Incremental data import from local databases

Import Incremental data from local databases




Incremental data fetch is a method used to import new or modified data from a source. Zoho DataPrep helps you import incremental data from the following local databases using Zoho Databridge:
  1. MySQL
  2. MS SQL Server
  3. Oracle
  4. PostgreSQL
  5. Maria DB
  6. Pervasive SQL
  7. Sybase
  8. DB2
  9. Exasol
  10. Sqlite
  11. Actian Vector
  12. Greenplum
  13. Denodo
  14. Progress OpenEdge
  15. YugabyteDB
  16. Microsoft Access
  17. SAP Hana
  18. Connect using JDBC URL

To start with import

1. Open an existing pipeline or create a pipeline from the Home Page, Pipelines tab or Workspaces tab and click the Add data option.
InfoInfo: You can also click the Import data  icon at the top of the pipeline builder to bring data from multiple sources into the pipeline.


2. In the next screen, choose the required database or click the Databases category from the left pane. 



3. Select New connection from the Connection drop down. If you have existing connections, you can choose the required connection from the Connection drop down. 

4. Give your connection a name under the Connection name section.

5. Zoho Databridge is a tool that facilitates importing data from local databases. Databridge is mandatory to import data from local network.
Notes
Note: If this is the first time you are downloading Databridge, see how to install it here.



6. Once you have installed Databridge on your machine, select your Databridge from the Databridge drop-down. 
Notes
Note: Select the Databridge which is installed in the same network as the database you want to import the data from.

7. Select your Database type and enter the Database server host name and Port number.

8. Enter your Database name and provide the username and password if authentication is required.



9. Save your database configuration and connect to the database using Connect.
Notes
Note: The connection configuration will be automatically saved for importing from the database in the future. Credentials are securely encrypted and stored.


10. Select the table that need to be imported and click the Import button.
Warning
The incremental fetch option is not available when the data is imported using a query from databases.

11Once you have completed importing data, Pipeline builder page will open from where you can start applying transforms. You can also right-click the stage and choose the Prepare data option to prepare your data in the DataPrep Studio pageClick here to know more about the transforms.

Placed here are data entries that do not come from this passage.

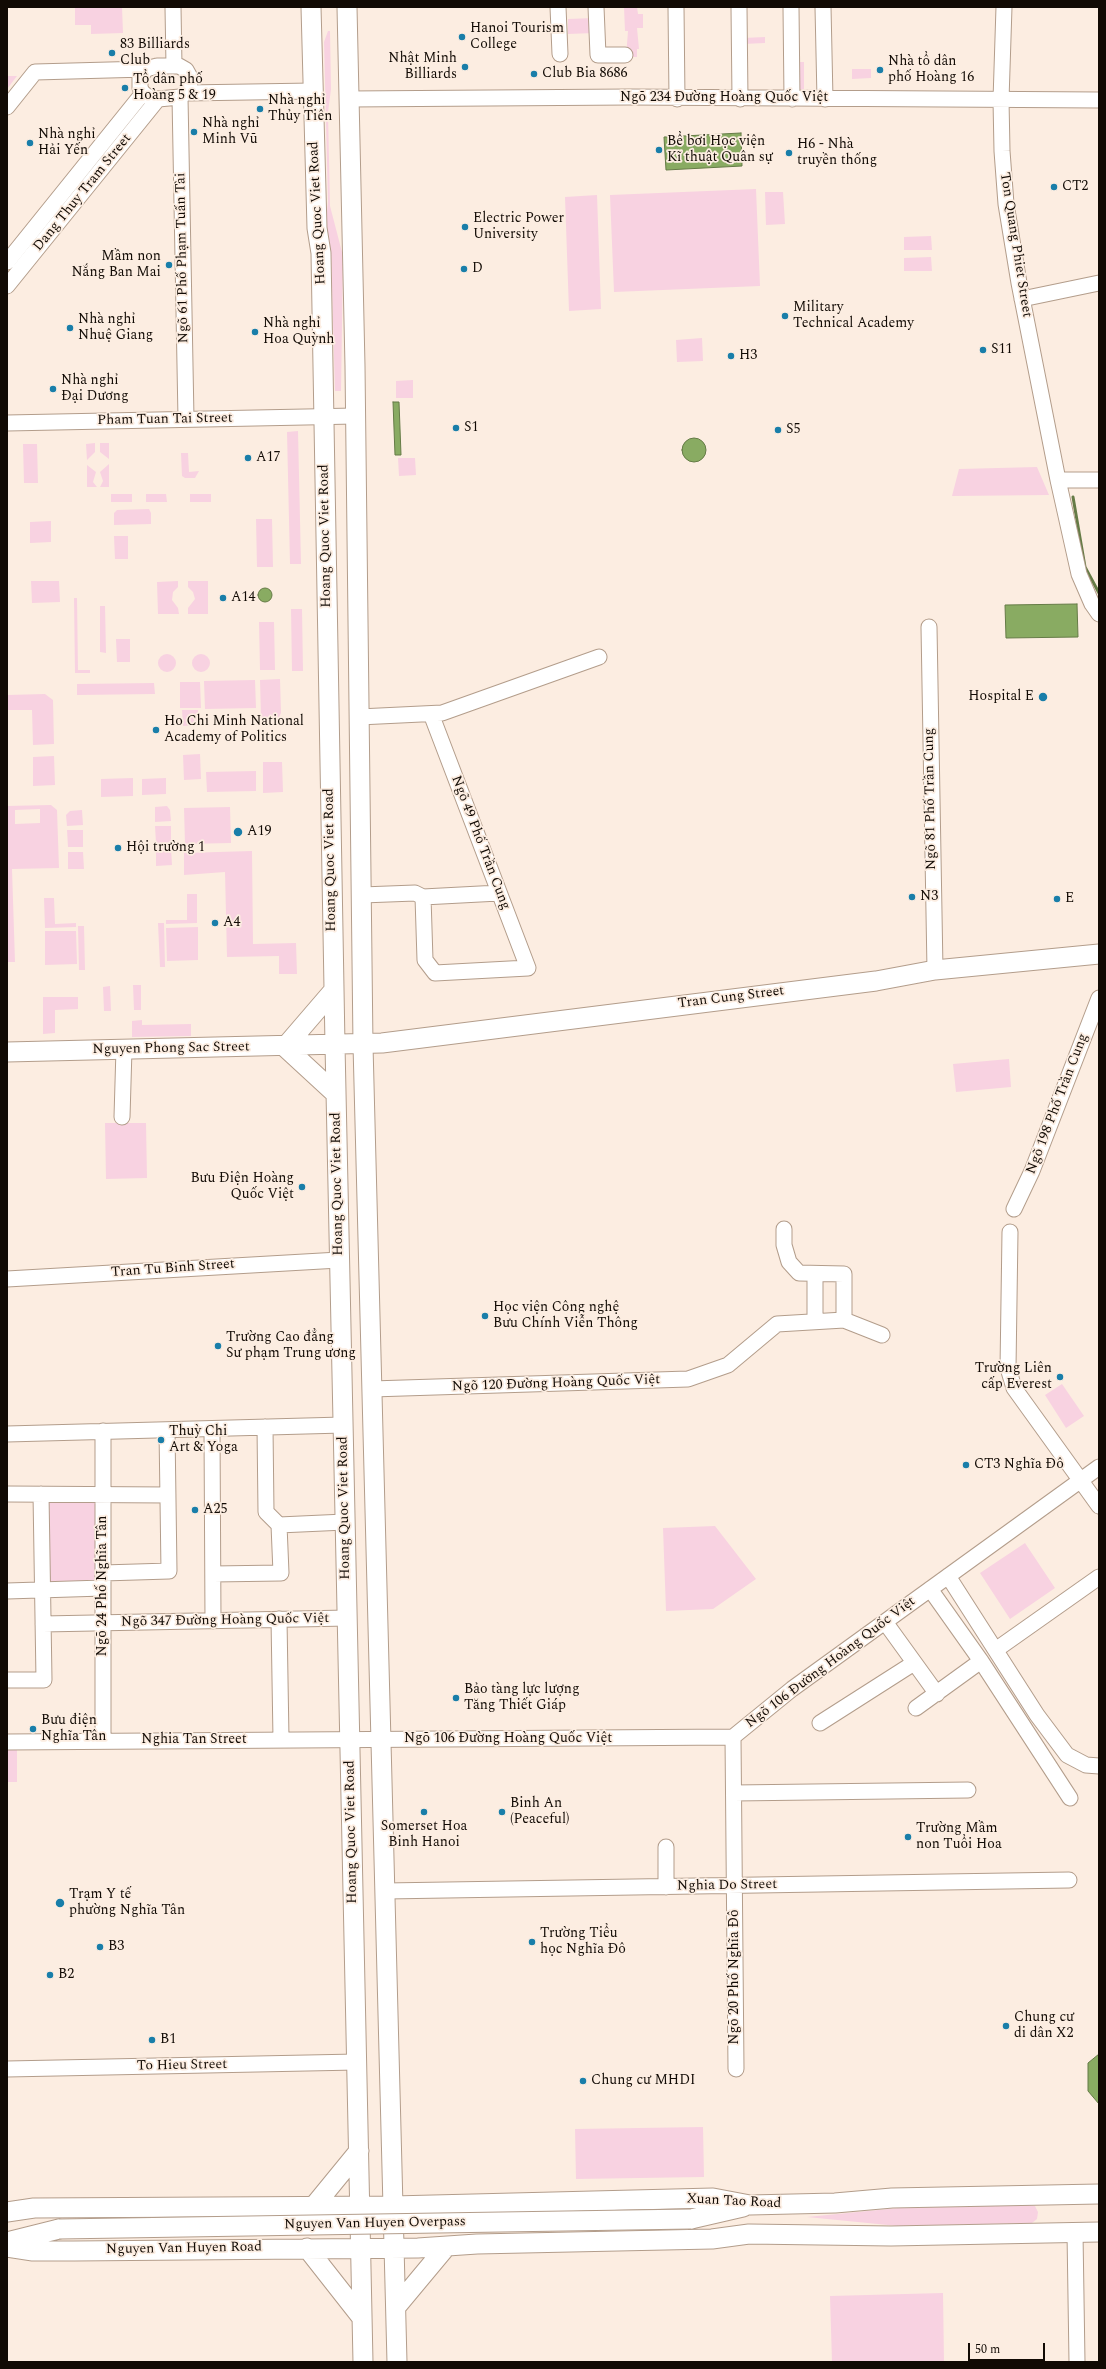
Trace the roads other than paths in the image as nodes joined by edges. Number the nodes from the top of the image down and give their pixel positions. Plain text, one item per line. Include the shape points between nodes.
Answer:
1 (173, 7) edge
2 (312, 7) edge
3 (347, 7) edge
4 (558, 7) edge
5 (596, 7) edge
6 (676, 7) edge
7 (739, 7) edge
8 (791, 7) edge
9 (823, 7) edge
10 (1004, 7) edge
11 (560, 54) dead end
12 (625, 55) dead end
13 (174, 66) junction
14 (146, 69) junction
15 (313, 91) junction
16 (143, 93) junction
17 (183, 95) junction
18 (158, 99) junction
19 (349, 99) junction
20 (677, 99) junction
21 (740, 99) junction
22 (792, 99) junction
23 (824, 99) junction
24 (1001, 100) junction
25 (1099, 100) edge
26 (7, 107) edge
27 (85, 166) junction
28 (96, 176) junction
29 (7, 262) edge
30 (1099, 283) edge
31 (7, 286) edge
32 (1022, 299) junction
33 (324, 416) junction
34 (355, 416) junction
35 (186, 419) junction
36 (7, 423) edge
37 (1058, 480) junction
38 (1099, 480) edge
39 (1099, 614) edge
40 (929, 627) dead end
41 (600, 657) dead end
42 (359, 717) junction
43 (433, 719) dead end
44 (499, 893) junction
45 (362, 896) junction
46 (422, 897) junction
47 (1099, 954) edge
48 (935, 970) junction
49 (334, 990) junction
50 (1099, 998) edge
51 (335, 1045) junction
52 (363, 1045) junction
53 (285, 1047) junction
54 (124, 1049) junction
55 (7, 1052) edge
56 (336, 1094) junction
57 (122, 1118) dead end
58 (1014, 1209) dead end
59 (784, 1230) dead end
60 (1010, 1232) dead end
61 (340, 1260) junction
62 (815, 1275) junction
63 (7, 1279) edge
64 (844, 1320) junction
65 (815, 1321) junction
66 (882, 1335) dead end
67 (372, 1389) junction
68 (343, 1425) junction
69 (265, 1427) junction
70 (212, 1429) junction
71 (167, 1430) junction
72 (103, 1431) junction
73 (7, 1434) edge
74 (1099, 1467) edge
75 (1081, 1480) junction
76 (7, 1494) edge
77 (41, 1494) junction
78 (168, 1494) junction
79 (103, 1495) junction
80 (1099, 1506) edge
81 (345, 1522) junction
82 (279, 1525) junction
83 (103, 1573) junction
84 (212, 1574) junction
85 (948, 1576) junction
86 (1099, 1577) edge
87 (103, 1588) junction
88 (930, 1589) junction
89 (42, 1590) junction
90 (7, 1591) edge
91 (348, 1618) junction
92 (279, 1619) junction
93 (213, 1621) junction
94 (885, 1622) junction
95 (103, 1623) junction
96 (43, 1624) junction
97 (997, 1649) junction
98 (981, 1661) junction
99 (914, 1663) junction
100 (7, 1680) edge
101 (937, 1694) junction
102 (916, 1708) dead end
103 (820, 1723) dead end
104 (733, 1738) junction
105 (281, 1739) junction
106 (381, 1739) junction
107 (104, 1740) junction
108 (350, 1740) junction
109 (7, 1742) edge
110 (1099, 1766) edge
111 (968, 1790) dead end
112 (734, 1793) junction
113 (1070, 1798) dead end
114 (666, 1847) dead end
115 (1069, 1880) dead end
116 (666, 1886) junction
117 (735, 1886) junction
118 (385, 1891) junction
119 (357, 2062) junction
120 (7, 2069) edge
121 (736, 2069) dead end
122 (359, 2151) junction
123 (1099, 2194) edge
124 (480, 2204) junction
125 (750, 2205) junction
126 (276, 2206) junction
127 (314, 2206) junction
128 (360, 2206) junction
129 (393, 2206) junction
130 (7, 2212) edge
131 (7, 2218) edge
132 (692, 2218) junction
133 (59, 2229) junction
134 (1075, 2232) junction
135 (1099, 2232) edge
136 (749, 2234) junction
137 (7, 2242) edge
138 (478, 2244) junction
139 (7, 2247) edge
140 (446, 2247) junction
141 (275, 2248) junction
142 (307, 2248) junction
143 (361, 2248) junction
144 (395, 2248) junction
145 (396, 2307) junction
146 (362, 2318) junction
147 (363, 2362) edge
148 (397, 2362) edge
149 (1077, 2362) edge

1 - 13 street
2 - 15 main road, Hoang Quoc Viet Road
3 - 19 main road, Hoang Quoc Viet Road
4 - 11 street
5 - 12 street via 598,55
6 - 20 street
7 - 21 street
8 - 22 street
9 - 23 street
10 - 24 street, Ton Quang Phiet Street
13 - 14 street
13 - 17 street via 184,68 189,74 191,84
14 - 16 street via 140,83
14 - 26 street via 35,72
15 - 17 street
15 - 33 main road, Hoang Quoc Viet Road via 316,228 321,253
16 - 18 street via 150,98
16 - 27 street, Dang Thuy Tram Street
17 - 18 street
17 - 35 street, Ngõ 61 Phố Phạm Tuấn Tài
18 - 28 street, Dang Thuy Tram Street
19 - 20 street, Ngõ 234 Đường Hoàng Quốc Việt
19 - 34 main road, Hoang Quoc Viet Road
20 - 21 street, Ngõ 234 Đường Hoàng Quốc Việt
21 - 22 street, Ngõ 234 Đường Hoàng Quốc Việt
22 - 23 street, Ngõ 234 Đường Hoàng Quốc Việt
23 - 24 street, Ngõ 234 Đường Hoàng Quốc Việt
24 - 25 street, Ngõ 234 Đường Hoàng Quốc Việt
24 - 32 street, Ton Quang Phiet Street via 1006,204
27 - 28 street
27 - 29 street, Dang Thuy Tram Street
28 - 31 street, Dang Thuy Tram Street
30 - 32 street
32 - 37 street, Ton Quang Phiet Street
33 - 34 street, Pham Tuan Tai Street
33 - 35 street, Pham Tuan Tai Street
33 - 49 main road, Hoang Quoc Viet Road
34 - 42 main road, Hoang Quoc Viet Road
35 - 36 street, Pham Tuan Tai Street
37 - 38 street
37 - 39 street, Ton Quang Phiet Street via 1079,574
40 - 48 street, Ngõ 81 Phố Trần Cung
41 - 42 street via 442,713
42 - 45 main road, Hoang Quoc Viet Road
43 - 44 street, Ngõ 49 Phố Trần Cung
44 - 46 street
44 - 46 street, Ngõ 49 Phố Trần Cung via 528,968 435,973 425,960
45 - 46 street via 415,893
45 - 52 main road, Hoang Quoc Viet Road
47 - 48 main road, Tran Cung Street
48 - 52 main road, Tran Cung Street via 876,981
49 - 51 main road, Hoang Quoc Viet Road
49 - 53 main road
50 - 58 street, Ngõ 198 Phố Trần Cung via 1032,1171
51 - 52 main road, Tran Cung Street
51 - 53 main road, Nguyen Phong Sac Street
51 - 56 main road, Hoang Quoc Viet Road
52 - 67 main road, Hoang Quoc Viet Road
53 - 54 main road, Nguyen Phong Sac Street
53 - 56 main road
54 - 55 main road, Nguyen Phong Sac Street
54 - 57 street
56 - 61 main road, Hoang Quoc Viet Road
59 - 62 street via 784,1245 789,1262 799,1272
60 - 75 street via 1008,1368 1014,1388
61 - 63 street, Tran Tu Binh Street
61 - 68 main road, Hoang Quoc Viet Road
62 - 64 street via 844,1274
62 - 65 street
64 - 65 street, Ngõ 120 Đường Hoàng Quốc Việt
64 - 66 street
65 - 67 street, Ngõ 120 Đường Hoàng Quốc Việt via 776,1324 728,1365 694,1377 666,1381
67 - 106 main road, Hoang Quoc Viet Road
68 - 69 street
68 - 81 main road, Hoang Quoc Viet Road
69 - 70 street
69 - 82 street via 266,1512
70 - 71 street
70 - 84 street
71 - 72 street
71 - 78 street
72 - 73 street
72 - 79 street, Ngõ 24 Phố Nghĩa Tân
74 - 75 street, Ngõ 106 Đường Hoàng Quốc Việt
75 - 80 street
75 - 85 street, Ngõ 106 Đường Hoàng Quốc Việt
76 - 77 street
77 - 79 street
77 - 89 street
78 - 79 street
78 - 83 street via 169,1571
79 - 83 street, Ngõ 24 Phố Nghĩa Tân
81 - 82 street
81 - 91 main road, Hoang Quoc Viet Road
82 - 84 street via 280,1573
83 - 87 street, Ngõ 24 Phố Nghĩa Tân
84 - 93 street
85 - 88 street, Ngõ 106 Đường Hoàng Quốc Việt
85 - 97 street
86 - 97 street
87 - 89 street
87 - 95 street, Ngõ 24 Phố Nghĩa Tân
88 - 94 street, Ngõ 106 Đường Hoàng Quốc Việt
88 - 98 street
89 - 90 street
89 - 96 street
91 - 92 street, Ngõ 347 Đường Hoàng Quốc Việt
91 - 108 main road, Hoang Quoc Viet Road
92 - 93 street, Ngõ 347 Đường Hoàng Quốc Việt
92 - 105 street
93 - 95 street, Ngõ 347 Đường Hoàng Quốc Việt
94 - 99 street
94 - 104 street, Ngõ 106 Đường Hoàng Quốc Việt via 792,1689
95 - 96 street, Ngõ 347 Đường Hoàng Quốc Việt
95 - 107 street, Ngõ 24 Phố Nghĩa Tân
96 - 100 street via 44,1680
97 - 110 street via 1037,1715 1067,1755 1086,1766
98 - 101 street
98 - 113 street
99 - 101 street
99 - 103 street
101 - 102 street
104 - 106 street, Ngõ 106 Đường Hoàng Quốc Việt
104 - 112 street, Ngõ 20 Phố Nghĩa Đô
105 - 107 street, Nghia Tan Street
105 - 108 street, Nghia Tan Street
106 - 108 street, Nghia Tan Street
106 - 118 main road, Hoang Quoc Viet Road
107 - 109 street, Nghia Tan Street
108 - 119 main road, Hoang Quoc Viet Road
111 - 112 street
112 - 117 street, Ngõ 20 Phố Nghĩa Đô
114 - 116 street
115 - 117 street, Nghia Do Street
116 - 117 street, Nghia Do Street
116 - 118 street, Nghia Do Street
117 - 121 street, Ngõ 20 Phố Nghĩa Đô
118 - 129 main road, Hoang Quoc Viet Road
119 - 120 street, To Hieu Street
119 - 122 main road, Hoang Quoc Viet Road
122 - 127 main road
122 - 128 main road, Hoang Quoc Viet Road
123 - 125 main road, Xuan Tao Road via 892,2198 835,2203
124 - 125 main road, Xuan Tao Road via 713,2198
124 - 129 main road, Xuan Tao Road
124 - 138 main road via 464,2216 460,2225 462,2235
125 - 132 main road
126 - 127 main road
126 - 130 main road via 34,2208
126 - 141 main road via 292,2218 296,2224 296,2232 294,2238
127 - 128 main road
128 - 129 main road, Xuan Tao Road
128 - 143 main road, Hoang Quoc Viet Road
129 - 144 main road, Hoang Quoc Viet Road
131 - 133 main road
132 - 133 main road, Nguyen Van Huyen Overpass, bridge
132 - 136 main road
133 - 137 main road
134 - 135 main road
134 - 136 main road via 891,2236
134 - 149 street
136 - 138 main road via 712,2239
138 - 140 main road
139 - 141 main road, Nguyen Van Huyen Road via 33,2251
140 - 144 main road
140 - 145 main road
141 - 142 main road, Nguyen Van Huyen Road
142 - 143 main road, Nguyen Van Huyen Road
142 - 146 main road
143 - 144 main road, Nguyen Van Huyen Road
143 - 146 main road, Hoang Quoc Viet Road
144 - 145 main road, Hoang Quoc Viet Road
145 - 148 main road, Hoang Quoc Viet Road
146 - 147 main road, Hoang Quoc Viet Road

12. Once you are done creating your data flow and applying necessary transforms in your stages, you can right-click a stage and add a destination to complete your data flow.
Notes
Note:  After adding a destination to the pipeline, you can try executing your pipeline using a manual run at first. Once you make sure manual run works, you can then set up schedule to automate the pipeline. Learn about the different types of runs here.

Import configuration for local database


If you import data from local database using the Select tables option, you can configure how to import and fetch incremental data from your local database using the below Import configuration options.

Below is a snapshot from the schedule configuration.



How to import data from source? Select the way you would like to import your data from the drop-down - Import all dataIncremental file fetchDo not import data.

Import all data

This option will import all available data for every run.



Incremental data fetch


Incremental data import is a method used to import new or modified records in a specific data interval.
Warning
Important: This incremental fetch option is not available when the data is imported using a query from databases.

 




Only modified and new data

To import the modified and new data incrementally from the last imported time, select Only modified and new data option from the drop-down.

Fetch based on: You can enter the date-time column name based on which the data must be sorted and imported.


Use the previously imported data if no new data is available: 

During incremental import,

  1. If the checkbox is checked: When there is no new data in the source, the last fetched data will be imported again.
  2. If the checkbox is unchecked: When there is no new data in the source, the import will fail and no files will be imported. This will, in turn, cause the entire pipeline job to fail.


Do not import data

The data is imported only once. The second time, the rules get applied to the same data and get exported.



Notes
Note: 
When you set up incremental data fetch using a datetime column:
 
1. The database timezone (where the data is stored) is used to identify new or updated records.
2. The schedule timezone only decides when the job runs; it does not affect which data is fetched.